A chemistry professor must stand trial on felony charges stemming from a 2008 laboratory fire that killed a 23-year-old research assistant, a state trial judge has ordered.
Patrick Harran, 48, who works at the University of California at Los Angeles, was scheduled for arraignment on May 9 on three felony counts of violating occupational health and safety standards. The case appears to be the first of its kind in the country involving felony charges precipitated by a university chemistry lab accident. If convicted, Harran faces 4 1/2 years in prison.
Los Angeles Superior Court Judge Lisa Lench issued her April 26 ruling following a six-day preliminary hearing in November and December, the Los Angeles County, Calif., district attorney’s office announced.
"The tragic laboratory accident that occurred in December 2008 was just that — an accident," said Harran’s attorney, Thomas O’Brien of Paul Hastings in Los Angeles. "We are confident that a jury, when presented with all of the facts, will vindicate Professor Harran."

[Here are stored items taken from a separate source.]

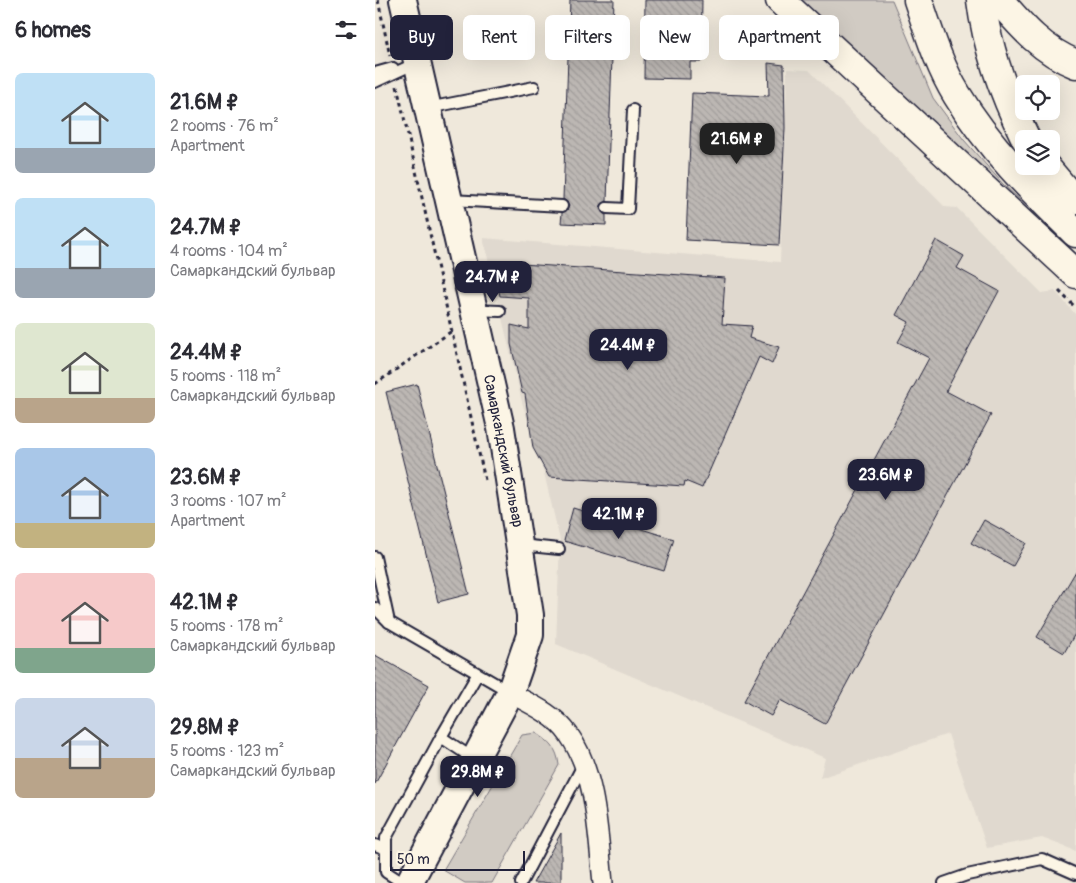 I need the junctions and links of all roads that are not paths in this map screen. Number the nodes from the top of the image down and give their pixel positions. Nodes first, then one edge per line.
1 (403, 0) edge
2 (780, 0) edge
3 (918, 0) edge
4 (981, 0) edge
5 (999, 0) edge
6 (1076, 64) edge
7 (402, 68) junction
8 (375, 73) edge
9 (375, 82) edge
10 (534, 87) dead end
11 (429, 108) junction
12 (633, 110) dead end
13 (1023, 130) edge
14 (1052, 175) edge
15 (1076, 199) edge
16 (449, 200) junction
17 (562, 206) dead end
18 (607, 208) dead end
19 (1076, 233) edge
20 (1076, 274) edge
21 (473, 310) junction
22 (500, 310) dead end
23 (520, 545) junction
24 (559, 549) dead end
25 (375, 557) edge
26 (375, 608) edge
27 (389, 622) junction
28 (477, 675) junction
29 (510, 693) junction
30 (441, 736) junction
31 (475, 759) junction
32 (584, 764) junction
33 (375, 845) edge
34 (386, 849) junction
35 (1076, 874) edge
36 (403, 883) edge
37 (409, 883) edge
38 (521, 883) edge
39 (603, 883) edge
40 (944, 883) edge

1 - 7 street, Самаркандский бульвар
2 - 20 main road
3 - 19 main road
4 - 13 main road
5 - 6 main road
7 - 8 lane
7 - 9 lane
7 - 11 street, Самаркандский бульвар
10 - 11 lane
11 - 16 street, Самаркандский бульвар
12 - 18 lane
14 - 15 main road
16 - 17 lane
16 - 21 street, Самаркандский бульвар
21 - 22 lane
21 - 23 street, Самаркандский бульвар
23 - 24 lane
23 - 29 street, Самаркандский бульвар
25 - 27 lane
26 - 27 lane
27 - 28 lane
28 - 29 lane
28 - 30 lane
29 - 31 street, Самаркандский бульвар
29 - 32 street
30 - 31 lane
30 - 34 lane
31 - 37 street, Самаркандский бульвар
32 - 38 lane
32 - 39 street
33 - 34 lane
34 - 36 lane
35 - 40 lane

The research assistant, Sheharbano "Sheri" Sangji, died after suffering severe burns in a fire in Harran’s organic chemistry lab on December 29, 2008. At the time, she was transferring 1.8 ounces of flammable t-butyl lithium, which spilled when her syringe broke and the chemical ignited in the air. Sangji, who was wearing a synthetic-fiber sweater but no protective lab coat, died 18 days later.
Prosecutors originally charged Harran and UCLA on December 27, 2011. On July 27, the University of California Board of Regents reached an agreement to resolve three criminal-negligence counts allegding that the university failed to train or supervise Sangji in the proper handling of such chemicals, including the need to wear appropriate clothing, or implement an injury-prevention program.

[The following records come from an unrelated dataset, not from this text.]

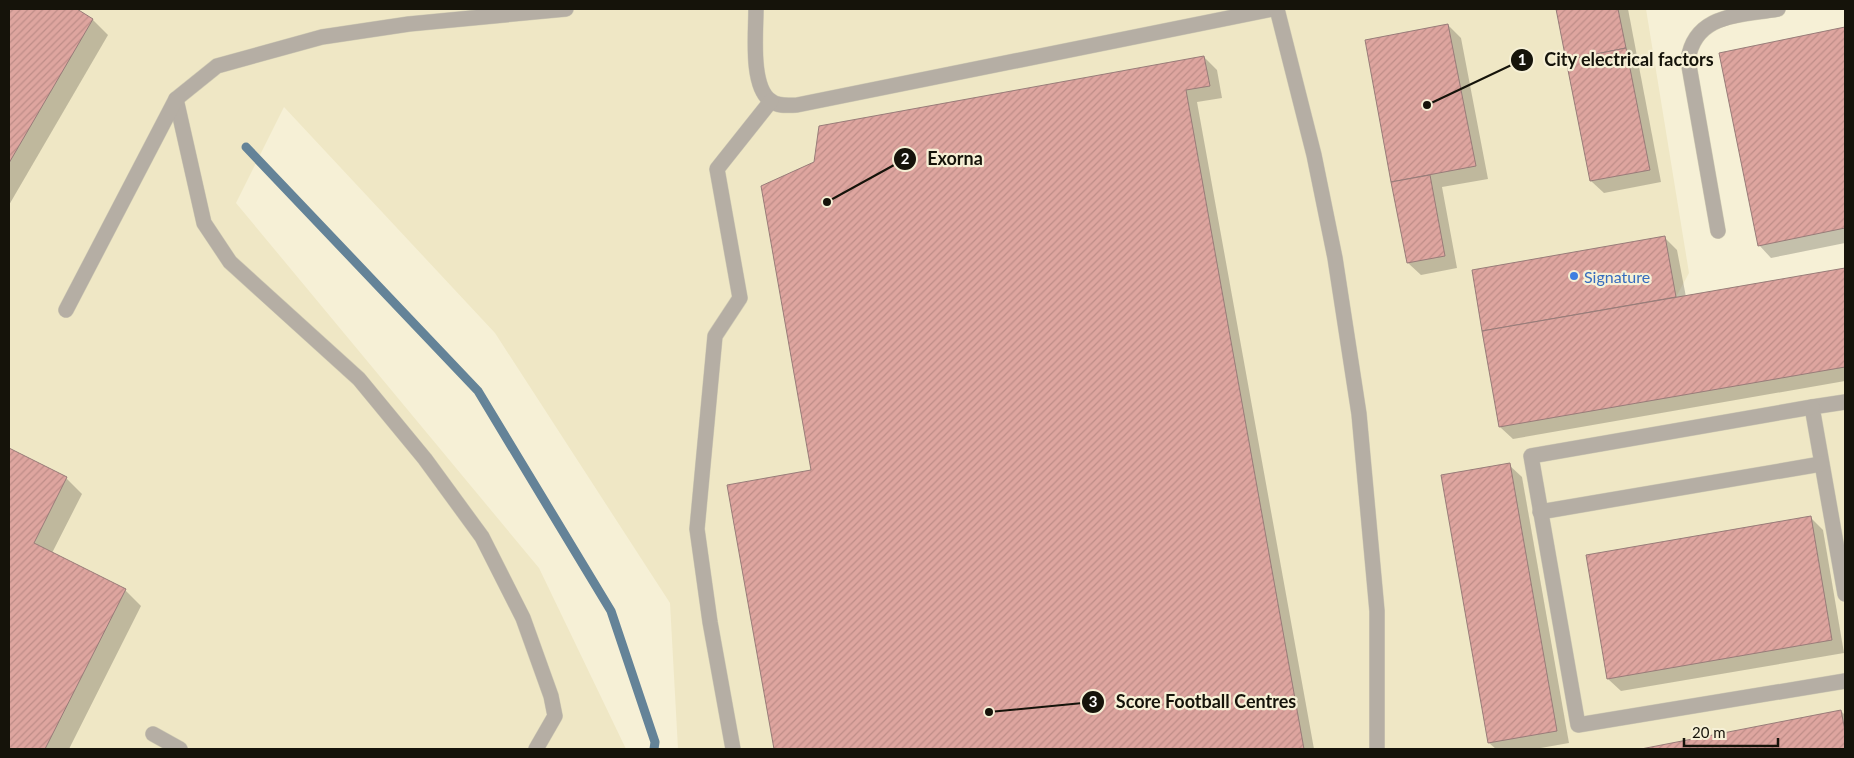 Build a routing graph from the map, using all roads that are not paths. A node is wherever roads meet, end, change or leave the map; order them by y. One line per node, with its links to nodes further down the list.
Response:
1 (566, 9): 5 (lane)
2 (756, 9): 6 (lane)
3 (1275, 9): 6 (lane); 19 (lane)
4 (1778, 9): 7 (lane)
5 (176, 99): 8 (lane); 17 (lane)
6 (771, 101): 18 (lane)
7 (1718, 232)
8 (66, 310)
9 (1845, 402): 10 (lane)
10 (1812, 408): 11 (lane); 12 (lane)
11 (1821, 464): 12 (lane); 13 (lane)
12 (1540, 512): 14 (lane)
13 (1845, 594)
14 (1845, 681)
15 (152, 734): 16 (lane)
16 (180, 749)
17 (536, 749)
18 (734, 749)
19 (1377, 749)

The university agreed to implement additional safety measures — for example, mandating use of protective lab coats and safety equipment as standard operating procedure for dealing with hazardous materials. It also established a $500,000 environmental law scholarship in Sangji’s name that will be available at the University of California, Berkeley School of Law.
In 2009, California’s Division of Occupational Safety and Health issued a $31,875 fine against the regents following an administrative investigation into the accident.